Besinnlicher Nachmittag im KulturWerk

Skulpturen, Bilder, Gedichte und Musik – all dies gab es am vergangenen Sonntag im KulturWerk zu sehen und zu hören.

Am Sonntag lud das Kulturwerk Ettingen zu einem besonderen künstlerischen Anlass: In den anheimelnden Räumlichkeiten im Altbau an der Hauptstrasse vereinigten sich Skulpturen von Klaus von Kreutziger mit den Bildern von Karola Stettler. Zudem gab es Gedichte und Klänge einer Bambusflöte zu hören. Viele Kulturinteressierte waren der Einladung gefolgt und genossen einen künstlerisch-besinnlichen Adventsnachmittag: «In der hektischen Weihnachtszeit wollten wir einen Anlass gestalten, der etwas Ruhe und Besinnlichkeit bringt», sagt die Präsidentin der Kulturkommission und Organisatorin des Anlasses, Elisabeth Dähler. In der noch jungen Geschichte des KulturWerks war der vergangene Sonntag sicherlich ein Höhepunkt, denn die Räumlichkeiten waren fast bis auf den letzten Platz gefüllt. «Ich bin überwältigt, dass so viele Leute gekommen sind», sagt Elisabeth Dähler erfreut.

Skulpturen aus Gedanken entstanden
Wie sich am Sonntag wieder gezeigt hat, eignen sich die Räume im KulturWerk bestens als Ausstellungsort. Sowohl Bilder wie auch Skulpturen kommen ansprechend zur Geltung. «Meine Skulpturen entstehen immer aus einem Gedanken heraus», sagt Klaus von Kreutziger über seine Kunstwerke. Worum es dem Künstler jeweils geht, lässt sich an Titeln wie «Zarte Annäherung», «Unmögliche Durchdringung» oder «Begegnung» erahnen. Klaus von Kreutziger begann seine berufliche Laufbahn als Maschinenbauingenieur, ging aber nach einigen Jahren einen ganz anderen Weg und liess sich zum Musiker ausbilden. Als solcher war er Cellist – unter anderem im Radiosinfonieorchester Basel. Noch in dieser Zeit begann er, für den Eigengebrauch Möbel anzufertigen, später wechselte er zu Skulpturen über. Schon mehr als 30 Kunstwerke hat der Künstler erschaffen.

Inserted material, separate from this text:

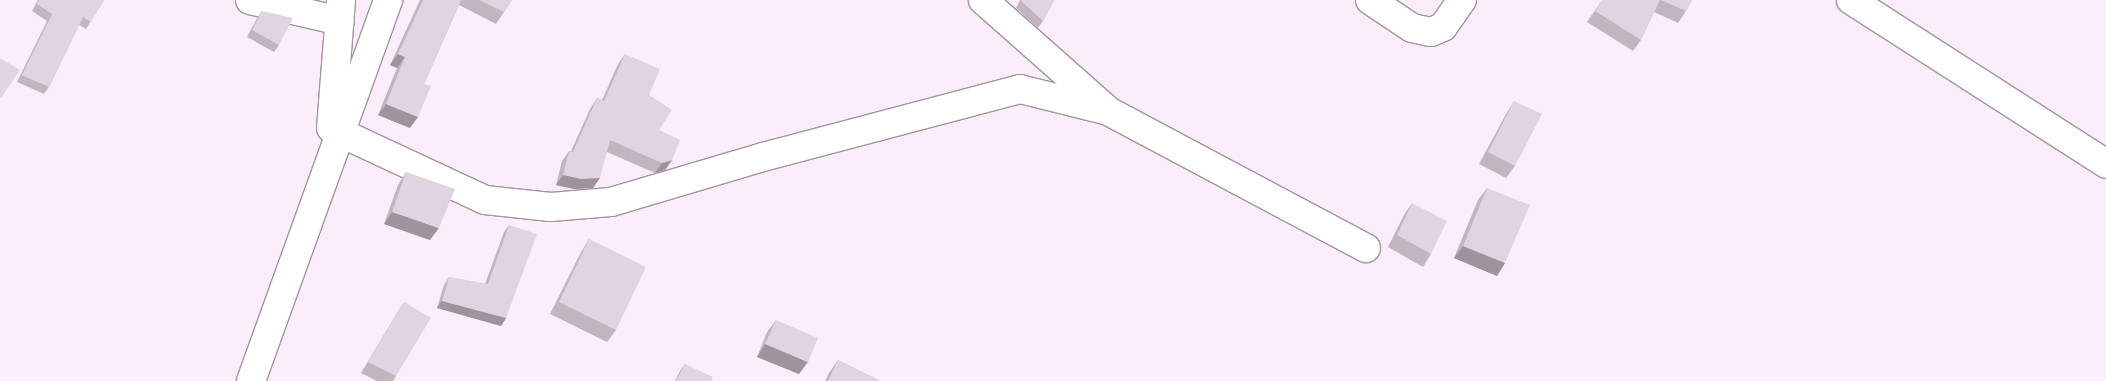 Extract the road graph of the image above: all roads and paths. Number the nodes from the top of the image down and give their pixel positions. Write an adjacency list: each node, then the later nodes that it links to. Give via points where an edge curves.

Spiel mit Licht und Farben
Wie die Skulpturen von Klaus von Kreutziger lassen auch die Bilder von Karola Stettler viel Raum für eigene Interpretation. Im Spiel aus Licht und Farben, das manchmal fröhlich-hell und manchmal dunkel-nachdenklich daherkommt, mag jeder Betrachter und jede Betrachterin etwas anderes erkennen: «Ganz am Anfang meiner künstlerischen Tätigkeit hatte ich gegenständlich gearbeitet, also etwa Landschaften abgezeichnet. Mittlerweile bin ich ganz zum Spiel mit Licht und Farben übergegangen», erzählt die diplomierte Kunstmalerin und Mallehrerin. Ihre langjährige Erfahrungen gibt sie in Malkursen und Workshops weiter. Ein Höhepunkt war am vergangenen Sonntag die Lesung von Gedichten aus der Feder von Erhart von Kreutziger, dem Vater Klaus von Kreutzigers. Musikalisch wurden diese begleitet auf der Bambusflöte, gespielt von Peter Staiger. Die Ausstellung ist nochmals am kommenden Samstag zwischen 14 und 17 Uhr zu sehen – dann allerdings ohne Gedichte und Flöte.